He estado pensando en la planificación de la jubilación últimamente, y sigo viendo a personas preguntar si una IRA Simple y una IRA Tradicional son básicamente lo mismo. Respuesta corta: no realmente, aunque comparten algunas similitudes que pueden hacer que sean confusas.



Permíteme desglosar cómo difieren en realidad. Si eres autónomo o gestionas una pequeña empresa sin acceso a un 401(k), ambas opciones te permiten reservar dinero antes de impuestos para la jubilación. Obtienes esa deducción fiscal inmediata al ingresar, y luego pagas impuestos cuando retires en la jubilación. Hasta ahora, bastante similar.
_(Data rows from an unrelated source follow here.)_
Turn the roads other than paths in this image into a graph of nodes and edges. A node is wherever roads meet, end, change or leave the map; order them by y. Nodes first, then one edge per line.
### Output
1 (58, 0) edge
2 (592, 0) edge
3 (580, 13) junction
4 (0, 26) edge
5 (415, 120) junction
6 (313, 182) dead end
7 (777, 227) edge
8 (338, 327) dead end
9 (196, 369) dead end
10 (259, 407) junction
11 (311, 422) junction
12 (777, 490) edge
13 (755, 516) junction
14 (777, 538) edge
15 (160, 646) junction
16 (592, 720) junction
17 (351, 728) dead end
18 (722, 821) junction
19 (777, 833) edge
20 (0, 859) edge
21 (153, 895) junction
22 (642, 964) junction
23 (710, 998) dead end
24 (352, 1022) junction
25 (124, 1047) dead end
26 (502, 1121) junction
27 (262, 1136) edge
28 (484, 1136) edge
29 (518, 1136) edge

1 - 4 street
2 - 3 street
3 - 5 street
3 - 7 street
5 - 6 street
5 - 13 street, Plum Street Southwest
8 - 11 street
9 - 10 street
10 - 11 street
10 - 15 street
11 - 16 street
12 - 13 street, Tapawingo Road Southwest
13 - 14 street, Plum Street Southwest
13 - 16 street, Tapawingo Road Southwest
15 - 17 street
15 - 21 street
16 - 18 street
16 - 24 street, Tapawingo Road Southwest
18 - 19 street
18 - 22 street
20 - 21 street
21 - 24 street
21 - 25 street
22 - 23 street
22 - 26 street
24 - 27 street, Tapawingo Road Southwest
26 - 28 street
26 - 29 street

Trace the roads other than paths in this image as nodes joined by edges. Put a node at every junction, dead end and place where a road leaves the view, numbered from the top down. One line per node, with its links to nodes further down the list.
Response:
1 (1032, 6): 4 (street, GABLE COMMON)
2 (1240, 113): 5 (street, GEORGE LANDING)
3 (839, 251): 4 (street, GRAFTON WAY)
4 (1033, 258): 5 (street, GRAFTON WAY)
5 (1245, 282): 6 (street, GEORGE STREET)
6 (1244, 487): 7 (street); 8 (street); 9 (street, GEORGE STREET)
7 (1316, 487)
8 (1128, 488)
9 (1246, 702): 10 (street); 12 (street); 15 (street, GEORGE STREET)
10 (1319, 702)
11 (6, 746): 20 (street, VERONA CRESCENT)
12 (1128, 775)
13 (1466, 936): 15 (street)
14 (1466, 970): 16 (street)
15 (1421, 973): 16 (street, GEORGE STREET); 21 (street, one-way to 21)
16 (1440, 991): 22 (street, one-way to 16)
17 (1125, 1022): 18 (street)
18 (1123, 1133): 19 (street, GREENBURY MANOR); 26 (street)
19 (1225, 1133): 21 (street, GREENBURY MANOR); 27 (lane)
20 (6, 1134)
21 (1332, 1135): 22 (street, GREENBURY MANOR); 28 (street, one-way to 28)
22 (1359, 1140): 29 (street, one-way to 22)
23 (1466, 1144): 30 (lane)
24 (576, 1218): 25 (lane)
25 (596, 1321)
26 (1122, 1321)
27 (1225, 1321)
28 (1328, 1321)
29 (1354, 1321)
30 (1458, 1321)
Pero aquí es donde las cosas divergen. Una IRA Simple está específicamente diseñada para propietarios de pequeñas empresas y autónomos, mientras que una IRA Tradicional es más un fondo de jubilación de propósito general para cualquiera. Los límites de contribución lo dicen claramente. Con una IRA Tradicional, tienes un límite anual más bajo. En comparación, en 2016 el límite era de 5,500 dólares (o 6,500 si tienes 50 o más). ¿IRAs Simples? Mucho más alto. Esa cifra de 2016 era de 12,500 dólares anuales, saltando a 15,500 si tienes más de 50. Eso es una diferencia significativa cuando intentas maximizar los ahorros para la jubilación.

Otra cosa que los distingue es la igualación del empleador. Si configuras una IRA Simple para tu negocio, en realidad estás obligado a contribuir a las cuentas de tus empleados. Puedes igualar hasta el 3% de lo que contribuyen, o aportar un 2% fijo independientemente de si participan o no. Las IRAs Tradicionales no tienen este requisito en absoluto.

Las penalizaciones por retiro también difieren entre ambos. Sacar dinero de cualquiera antes de los 59 años y medio generalmente implica una penalización del 10%. Pero con una IRA Simple, si retiras dentro de tus primeros dos años de participación, esa penalización aumenta al 25%. Así que el momento realmente importa aquí.

¿Entonces, una IRA Simple es lo mismo que una IRA Tradicional? No del todo. Ambas son vehículos de jubilación sólidos con ventajas fiscales, pero las IRAs Simples son la jugada poderosa si eres autónomo o tienes una pequeña empresa. Obtienes mucho más espacio de contribución y la capacidad de contribuir tanto como empleado como empleador, lo que aumenta tu potencial de ahorro. Las IRAs Tradicionales funcionan bien si solo quieres una cuenta de jubilación personal sencilla.

La verdadera conclusión es que comenzar temprano importa más que qué cuenta eliges. Cuanto antes comiences a contribuir a cualquiera de las opciones, más tiempo tendrá tu dinero para crecer. Y, honestamente, si eres autónomo, ese límite más alto de la IRA Simple hace que valga la pena considerarlo en serio.